18      Artikel 65, leden 1 en 2, van dit decreet luidt als volgt:

„(1)      Het is aan de belastingplichtige om de handelingen en feiten te bewijzen waarop zijn aan de belastingdienst gerichte aangiften en verzoeken zijn gebaseerd.

(2)      De belastingdienst is verplicht de belastingaanslag te staven aan de hand van bewijzen of zijn eigen bevindingen.”

 Hoofdgeding en prejudiciële vragen

19      Arcomet Roemenië maakt deel uit van het onafhankelijke concern Arcomet, die zich wereldwijd bezighoudt met kraanverhuur. In het kader van haar activiteiten koopt of huurt Arcomet Roemenië kranen om deze door te verkopen of te verhuren aan haar klanten in Roemenië.

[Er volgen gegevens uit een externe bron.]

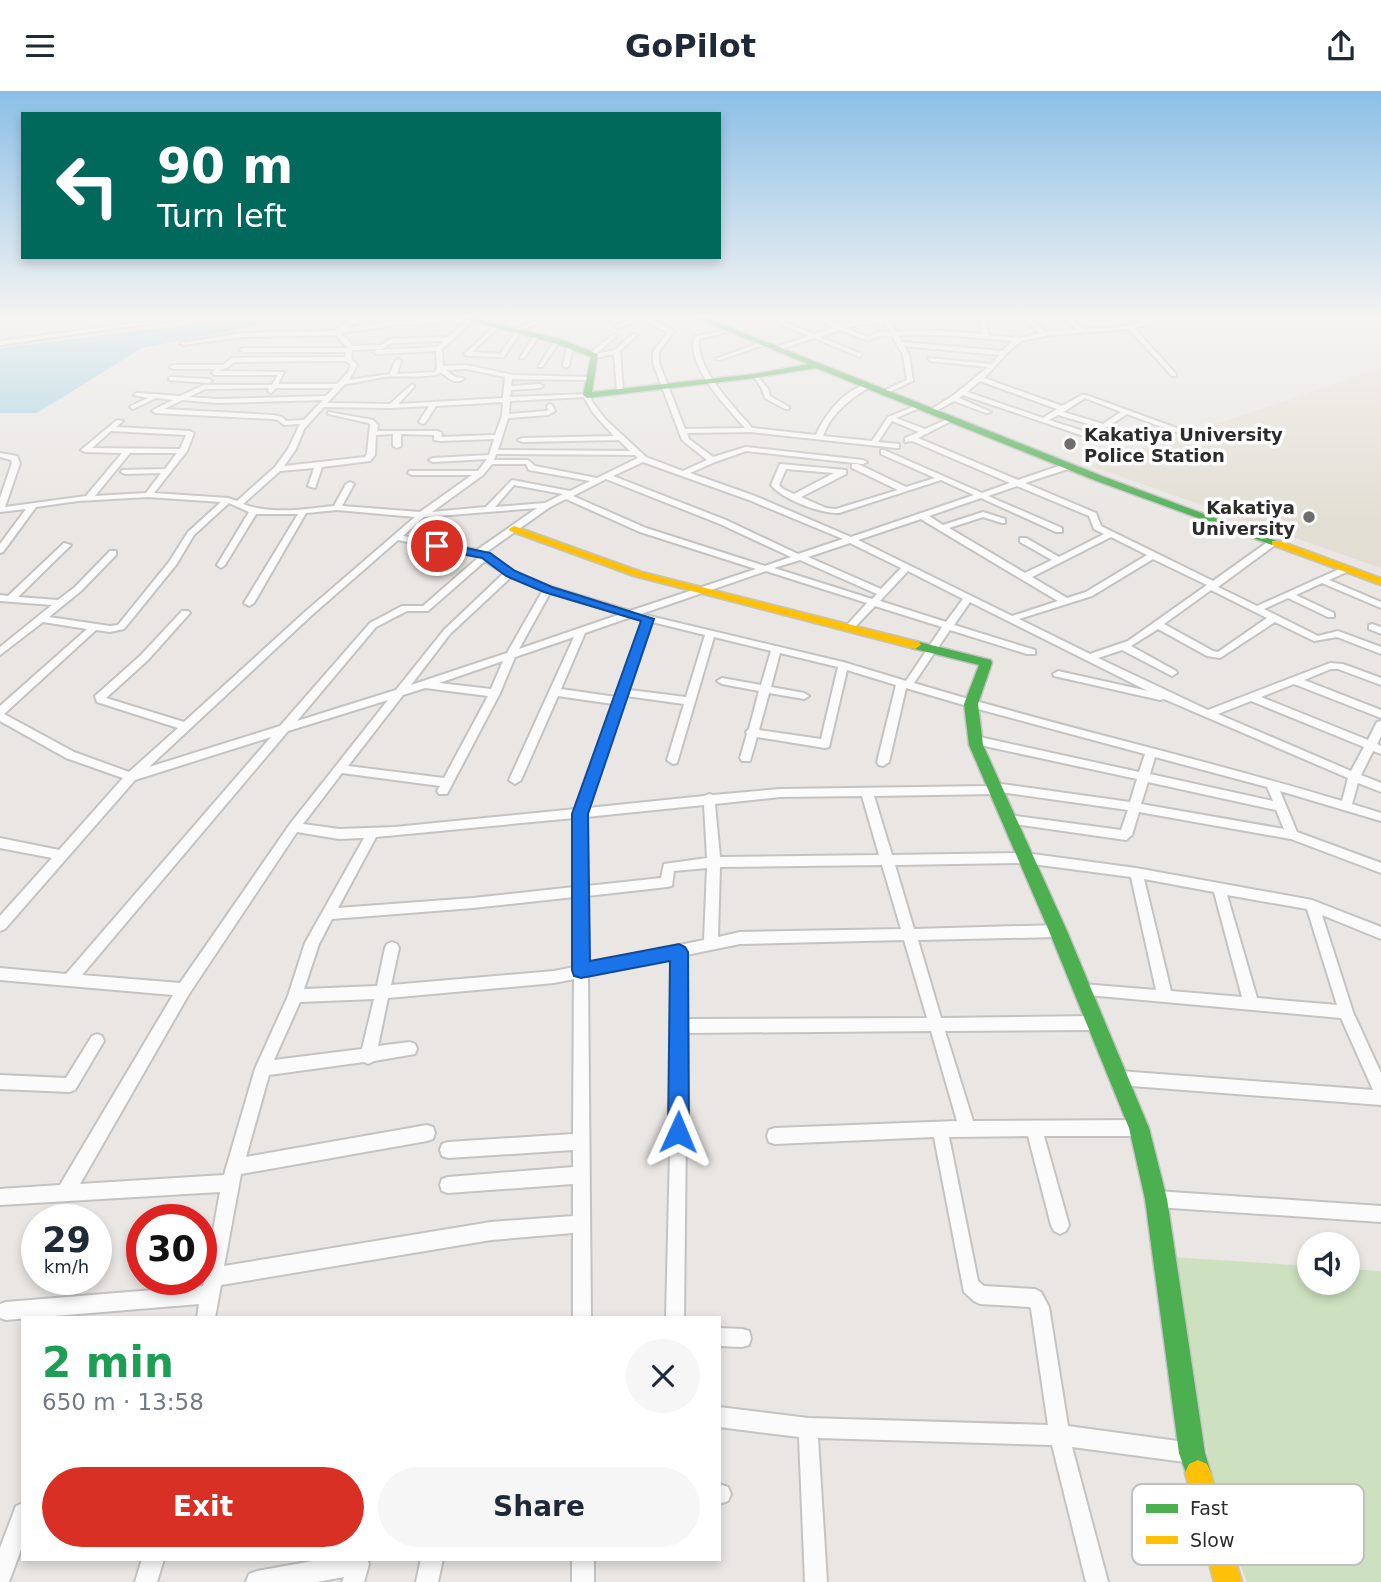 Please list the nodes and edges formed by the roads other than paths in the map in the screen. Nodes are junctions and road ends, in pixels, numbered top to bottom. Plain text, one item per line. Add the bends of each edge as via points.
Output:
1 (200, 388) edge
2 (273, 388) edge
3 (338, 388) edge
4 (410, 388) edge
5 (507, 388) joint
6 (514, 388) edge
7 (564, 388) edge
8 (589, 388) edge
9 (620, 388) edge
10 (652, 388) edge
11 (668, 388) edge
12 (717, 388) edge
13 (764, 388) edge
14 (866, 388) edge
15 (873, 388) edge
16 (883, 388) edge
17 (895, 388) edge
18 (966, 388) edge
19 (1003, 388) edge
20 (889, 390) junction
21 (620, 391) junction
22 (588, 392) junction
23 (961, 392) junction
24 (137, 395) dead end
25 (156, 396) junction
26 (329, 398) junction
27 (953, 398) junction
28 (179, 399) junction
29 (264, 400) junction
30 (434, 404) junction
31 (322, 405) junction
32 (392, 406) junction
33 (133, 407) dead end
34 (787, 408) dead end
35 (505, 409) junction
36 (929, 409) junction
37 (1060, 410) junction
38 (1126, 411) junction
39 (315, 412) junction
40 (988, 412) dead end
41 (890, 418) junction
42 (952, 419) junction
43 (1044, 420) junction
44 (119, 421) dead end
45 (306, 422) junction
46 (423, 422) dead end
47 (1104, 426) junction
48 (111, 429) junction
49 (750, 430) junction
50 (1178, 430) dead end
51 (615, 431) junction
52 (682, 431) junction
53 (397, 432) junction
54 (926, 432) junction
55 (373, 433) junction
56 (583, 433) dead end
57 (498, 437) junction
58 (819, 437) junction
59 (621, 438) junction
60 (911, 438) junction
61 (522, 440) dead end
62 (874, 443) junction
63 (397, 446) dead end
64 (629, 446) junction
65 (896, 446) junction
66 (183, 450) junction
67 (127, 451) junction
68 (884, 452) junction
69 (0, 455) edge
70 (492, 455) junction
71 (640, 456) junction
72 (433, 460) dead end
73 (712, 460) junction
74 (859, 464) junction
75 (319, 466) junction
76 (529, 466) junction
77 (1068, 466) junction
78 (278, 468) junction
79 (166, 471) junction
80 (125, 472) dead end
81 (843, 472) junction
82 (480, 473) junction
83 (684, 473) junction
84 (941, 478) junction
85 (603, 479) junction
86 (470, 481) junction
87 (512, 482) junction
88 (350, 484) dead end
89 (1014, 484) junction
90 (312, 486) dead end
91 (905, 490) junction
92 (148, 495) junction
93 (571, 495) junction
94 (981, 496) junction
95 (795, 497) junction
96 (89, 498) junction
97 (228, 500) junction
98 (34, 504) junction
99 (238, 504) junction
100 (547, 505) junction
101 (337, 508) junction
102 (0, 510) edge
103 (487, 511) junction
104 (254, 512) junction
105 (303, 512) junction
106 (422, 515) junction
107 (921, 515) junction
108 (1002, 521) dead end
109 (943, 528) junction
110 (513, 529) junction
111 (1059, 530) dead end
112 (1111, 534) junction
113 (397, 537) junction
114 (851, 540) junction
115 (1023, 540) dead end
116 (1272, 543) junction
117 (67, 545) dead end
118 (0, 550) edge
119 (113, 553) dead end
120 (482, 554) junction
121 (1153, 555) junction
122 (799, 556) junction
123 (1059, 560) junction
124 (221, 565) dead end
125 (906, 568) junction
126 (1346, 569) junction
127 (761, 570) junction
128 (510, 573) junction
129 (1024, 577) junction
130 (1381, 580) edge
131 (1324, 581) junction
132 (1214, 586) junction
133 (548, 589) junction
134 (702, 589) junction
135 (883, 593) junction
136 (1288, 595) junction
137 (0, 598) edge
138 (11, 599) junction
139 (968, 599) junction
140 (1065, 601) junction
141 (59, 603) junction
142 (249, 603) dead end
143 (872, 603) junction
144 (1381, 605) edge
145 (1257, 609) junction
146 (185, 613) dead end
147 (630, 614) junction
148 (1331, 615) dead end
149 (1275, 617) junction
150 (39, 619) junction
151 (648, 619) junction
152 (1011, 619) junction
153 (948, 625) junction
154 (1158, 625) junction
155 (94, 627) junction
156 (850, 627) junction
157 (581, 632) junction
158 (710, 634) junction
159 (1123, 646) junction
160 (931, 648) junction
161 (776, 649) junction
162 (1381, 651) edge
163 (0, 652) edge
164 (512, 652) junction
165 (1031, 652) dead end
166 (1092, 657) junction
167 (843, 665) junction
168 (1172, 673) dead end
169 (1058, 674) dead end
170 (722, 681) dead end
171 (1296, 681) junction
172 (1381, 682) edge
173 (419, 684) junction
174 (905, 684) junction
175 (764, 689) junction
176 (555, 692) junction
177 (398, 693) junction
178 (495, 693) junction
179 (804, 696) dead end
180 (620, 697) junction
181 (1253, 698) junction
182 (690, 701) junction
183 (1177, 701) junction
184 (971, 704) junction
185 (1381, 714) edge
186 (1209, 715) junction
187 (2, 718) edge
188 (1381, 725) edge
189 (187, 727) junction
190 (279, 732) junction
191 (751, 732) junction
192 (975, 740) junction
193 (1376, 747) edge
194 (1151, 752) junction
195 (746, 758) dead end
196 (673, 760) dead end
197 (883, 762) dead end
198 (339, 769) junction
199 (1144, 776) junction
200 (1354, 777) junction
201 (131, 778) junction
202 (515, 780) dead end
203 (1272, 784) junction
204 (995, 788) junction
205 (1381, 788) edge
206 (867, 793) junction
207 (709, 799) junction
208 (1346, 806) junction
209 (1282, 807) junction
210 (1136, 808) junction
211 (580, 814) junction
212 (1381, 817) edge
213 (1008, 820) junction
214 (294, 827) junction
215 (373, 832) junction
216 (1292, 835) junction
217 (0, 843) edge
218 (62, 855) junction
219 (1025, 858) junction
220 (888, 860) junction
221 (713, 862) junction
222 (1381, 868) edge
223 (1136, 873) junction
224 (1219, 888) junction
225 (580, 889) junction
226 (1312, 905) junction
227 (330, 914) junction
228 (0, 925) edge
229 (1058, 931) junction
230 (1381, 933) edge
231 (910, 934) junction
232 (711, 943) junction
233 (392, 948) dead end
234 (679, 952) junction
235 (581, 970) junction
236 (0, 974) edge
237 (69, 980) junction
238 (184, 990) junction
239 (1082, 990) junction
240 (382, 992) junction
241 (295, 996) junction
242 (1165, 997) junction
243 (1251, 1004) junction
244 (1346, 1012) junction
245 (1095, 1023) junction
246 (937, 1025) junction
247 (680, 1026) junction
248 (97, 1041) dead end
249 (410, 1049) dead end
250 (368, 1057) junction
251 (263, 1069) junction
252 (1119, 1077) junction
253 (0, 1082) edge
254 (1381, 1090) edge
255 (1381, 1098) edge
256 (967, 1128) junction
257 (1139, 1128) junction
258 (940, 1129) junction
259 (1034, 1129) junction
260 (427, 1133) dead end
261 (775, 1136) dead end
262 (580, 1142) junction
263 (448, 1150) dead end
264 (232, 1175) junction
265 (580, 1175) junction
266 (448, 1185) dead end
267 (65, 1193) junction
268 (0, 1198) edge
269 (1156, 1199) junction
270 (1381, 1214) edge
271 (580, 1224) junction
272 (1060, 1225) dead end
273 (217, 1254) edge
274 (217, 1284) edge
275 (132, 1295) edge
276 (209, 1295) edge
277 (6, 1311) dead end
278 (206, 1316) edge
279 (582, 1316) edge
280 (675, 1316) edge
281 (721, 1337) edge
282 (741, 1338) dead end
283 (721, 1417) edge
284 (808, 1428) junction
285 (1059, 1435) junction
286 (1192, 1454) junction
287 (1200, 1484) edge
288 (21, 1519) edge
289 (151, 1561) edge
290 (432, 1561) edge
291 (583, 1561) edge
292 (1222, 1565) edge
293 (0, 1578) edge
294 (146, 1582) edge
295 (257, 1582) edge
296 (353, 1582) edge
297 (427, 1582) edge
298 (583, 1582) edge
299 (816, 1582) edge
300 (1097, 1582) edge
301 (1227, 1582) edge

1 - 28 street
2 - 29 street
3 - 26 street
4 - 32 street
5 - 6 street
5 - 35 street
7 - 22 street
8 - 22 main road
9 - 21 street
10 - 21 main road
11 - 52 street
12 - 49 street
13 - 34 street via 767,397
14 - 58 street via 828,415
15 - 36 main road
16 - 20 main road
17 - 20 street
18 - 23 street
19 - 37 street
20 - 36 main road
21 - 22 main road
22 - 35 street
22 - 35 street via 551,406 551,412
22 - 51 street
23 - 27 street
23 - 43 street
24 - 25 street
25 - 28 street
25 - 33 street
26 - 29 street
26 - 31 street
27 - 36 street
27 - 40 street
28 - 29 street
28 - 45 street via 155,411
30 - 32 street
30 - 35 street
30 - 46 street
31 - 32 street
31 - 39 street
35 - 57 street
36 - 41 street
36 - 42 main road
36 - 130 main road
37 - 38 street via 1084,396
37 - 43 street
37 - 47 street
38 - 47 street
38 - 50 street
39 - 45 street
39 - 55 street via 364,418 373,422
41 - 54 street
41 - 62 street
42 - 54 street
42 - 77 main road
43 - 47 street via 1090,436
44 - 48 street
45 - 78 street
48 - 66 street via 189,432
48 - 67 street via 85,450
49 - 52 street
49 - 58 street
51 - 56 street
51 - 59 street
52 - 73 street via 690,445
53 - 55 street
53 - 57 street via 438,433 441,439
53 - 63 street
54 - 60 street
55 - 75 street via 369,457 352,464
57 - 70 street
58 - 62 street
59 - 61 street
59 - 64 street
60 - 65 street
60 - 89 street
62 - 65 street
64 - 70 street
64 - 71 street
65 - 68 street
66 - 67 street
66 - 79 street
67 - 96 street
68 - 74 street
68 - 84 street
69 - 102 street via 14,458 16,463
70 - 71 street
70 - 72 street
70 - 76 street via 528,462
70 - 82 street
71 - 83 street
71 - 85 street
73 - 74 street via 746,449
73 - 83 street
74 - 81 street
74 - 91 street
75 - 78 street
75 - 90 street
76 - 85 street
76 - 87 street
77 - 89 street
77 - 116 main road
78 - 99 street
79 - 80 street
79 - 92 street
81 - 95 street
81 - 95 street via 783,466 775,485
82 - 86 street
82 - 86 street via 410,477
83 - 114 street
84 - 91 street
84 - 94 street
85 - 93 street
85 - 122 street via 723,522
86 - 106 street
87 - 93 street
87 - 103 street
88 - 101 street
89 - 94 street
89 - 112 street via 1093,516 1097,527
91 - 95 street via 836,511
92 - 96 street
92 - 97 street
93 - 100 street
93 - 127 street via 643,530
94 - 107 street
94 - 111 street
96 - 98 street
97 - 99 street
97 - 155 street via 191,534 125,624 110,629
98 - 102 street
98 - 118 street
99 - 104 street
100 - 103 street
100 - 110 street
101 - 105 street
101 - 106 street
103 - 106 street
104 - 105 street
104 - 124 street
105 - 142 street
106 - 113 street
107 - 109 street
107 - 114 street
108 - 109 street via 983,514
109 - 129 street
110 - 120 street
110 - 134 main road via 638,574
112 - 121 street
112 - 123 street
113 - 120 street
113 - 189 street
114 - 122 street
114 - 125 street
115 - 123 street
116 - 126 main road
116 - 132 street
117 - 138 street
119 - 141 street
120 - 128 street
120 - 190 street via 425,610 405,608 377,621
121 - 132 street
121 - 140 street via 1089,594
122 - 127 street
122 - 135 street
123 - 129 street
125 - 135 street
125 - 139 street
126 - 130 main road
126 - 131 street
127 - 134 street
127 - 143 street
128 - 133 street
128 - 177 street via 447,632
129 - 140 street
131 - 136 street
131 - 144 street
132 - 145 street
132 - 154 street
133 - 147 street
133 - 164 street
134 - 147 street
134 - 156 main road
135 - 143 street
136 - 145 street
136 - 148 street
137 - 138 street
138 - 141 street
139 - 152 street
139 - 153 street
140 - 152 street
141 - 150 street
143 - 153 street
143 - 156 street
145 - 149 street
146 - 189 street via 100,697
147 - 151 street
147 - 157 street
149 - 154 street via 1220,655
149 - 162 street via 1317,639 1338,635
150 - 155 street
150 - 163 street
151 - 158 street
151 - 180 street
152 - 166 street
153 - 160 street
153 - 165 street
154 - 159 street
155 - 187 street
156 - 160 main road
157 - 164 street
157 - 176 street
158 - 161 street
158 - 182 street
159 - 166 street
159 - 168 street
160 - 174 street
160 - 184 main road via 986,663
161 - 167 street
161 - 175 street
164 - 173 street
164 - 178 street
166 - 183 street
167 - 174 street
167 - 191 street via 825,744
169 - 183 street
170 - 175 street
171 - 172 street via 1339,666
171 - 181 street
171 - 185 street
173 - 177 street
173 - 178 street
174 - 184 street
174 - 197 street
175 - 179 street
175 - 191 street
176 - 180 street
176 - 202 street
177 - 190 street
177 - 198 street
178 - 198 street via 446,787
180 - 182 street
180 - 211 street
181 - 186 street
181 - 193 street
182 - 196 street
183 - 186 street
184 - 192 main road
184 - 194 street
186 - 200 street
187 - 201 street via 70,755
188 - 193 street
189 - 201 street
190 - 201 street
190 - 237 street
191 - 195 street
192 - 199 street
192 - 204 main road
193 - 200 street
194 - 199 street
194 - 203 street
198 - 214 street
199 - 209 street
199 - 210 street
200 - 205 street
200 - 208 street
201 - 218 street
203 - 208 street
203 - 209 street
204 - 206 street
204 - 210 street
204 - 213 main road
206 - 207 street
206 - 220 street
207 - 211 street
207 - 221 street
208 - 212 street
209 - 216 street
210 - 213 street via 1126,835
210 - 216 street
211 - 215 street
211 - 225 street
213 - 219 main road
214 - 215 street via 339,834
214 - 238 street
215 - 227 street
216 - 222 street
217 - 218 street
218 - 228 street
219 - 220 street
219 - 223 street
219 - 229 main road
220 - 221 street
220 - 231 street
221 - 225 street via 668,867 667,882
221 - 232 street
223 - 224 street
223 - 242 street
224 - 226 street
224 - 243 street
225 - 227 street
225 - 235 street
226 - 230 street
226 - 244 street
227 - 241 street via 313,943
229 - 231 street
229 - 239 main road
231 - 232 street via 740,938
231 - 246 street
232 - 234 street
233 - 240 street
234 - 235 street
234 - 247 street
235 - 240 street via 554,977
235 - 262 street
236 - 237 street
237 - 238 street
238 - 267 street
239 - 242 street
239 - 245 main road
240 - 241 street
240 - 250 street
241 - 251 street
242 - 243 street
243 - 244 street
244 - 254 street
245 - 246 street
245 - 252 main road
246 - 247 street
246 - 256 street
247 - 280 street
248 - 253 street via 70,1085
249 - 250 street
250 - 251 street
251 - 264 street
252 - 255 street
252 - 257 main road
256 - 258 street
256 - 259 street
257 - 259 street
257 - 269 main road
258 - 261 street
258 - 285 street via 966,1277 980,1295 1029,1296 1038,1302
259 - 272 street
260 - 264 street
262 - 263 street
262 - 265 street
264 - 267 street
264 - 273 street
265 - 266 street
265 - 271 street
267 - 268 street
269 - 270 street
269 - 286 main road
271 - 274 street via 491,1231
271 - 279 street
275 - 277 street
276 - 278 street
281 - 282 street
283 - 284 street
284 - 285 street
284 - 299 street
285 - 286 street
285 - 300 street
286 - 287 main road
288 - 293 street
289 - 294 street
290 - 297 street
291 - 298 street
292 - 301 main road
295 - 296 street via 358,1564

Arcomet Service nv België (hierna: „Arcomet België”) zoekt leveranciers voor al haar dochterondernemingen, waaronder Arcomet Roemenië, en onderhandelt met deze leveranciers over de contractuele voorwaarden die op haar dochterondernemingen van toepassing zijn. De verkoop- en huurovereenkomsten voor de activiteiten in Roemenië worden echter door Arcomet Roemenië gesloten, zowel met haar leveranciers als met haar klanten.

20      Uit een in december 2010 uitgevoerd verrekenprijsonderzoek naar de verhoudingen tussen Arcomet België en haar dochterondernemingen is gebleken dat de dochterondernemingen, op de referentiemarkt, krachtens de verrekenprijsregels een winstmarge tussen - 0,71 % en 2,74 % zouden moeten opgeven.

21      Op 24 januari 2012 hebben Arcomet België en Arcomet Roemenië een overeenkomst gesloten op grond waarvan beide partijen zich ertoe verbonden om een aantal prestaties ten behoeve van de andere partij te verrichten (hierna: „overeenkomst van 24 januari 2012”). Arcomet België verbond zich ertoe om met name, vanuit operationeel oogpunt, het gros van de commerciële verantwoordelijkheden te dragen, zoals de strategie en de planning, de onderhandelingen over (raam)overeenkomsten met derde leveranciers, de onderhandelingen over de voorwaarden van de financieringsovereenkomsten, de engineering, de financiën, het centrale beheer van het wagenpark en het kwaliteits- en veiligheidsbeheer. Zij droeg bovendien de belangrijkste economische risico’s die aan de activiteit van Arcomet Roemenië waren verbonden. Arcomet Roemenië verbond zich ertoe alle voor de uitoefening van haar activiteit noodzakelijke producten te kopen en in bezit te hebben, en verantwoordelijk te zijn voor de verkoop en de verhuur van deze producten alsmede voor de dienstverlening.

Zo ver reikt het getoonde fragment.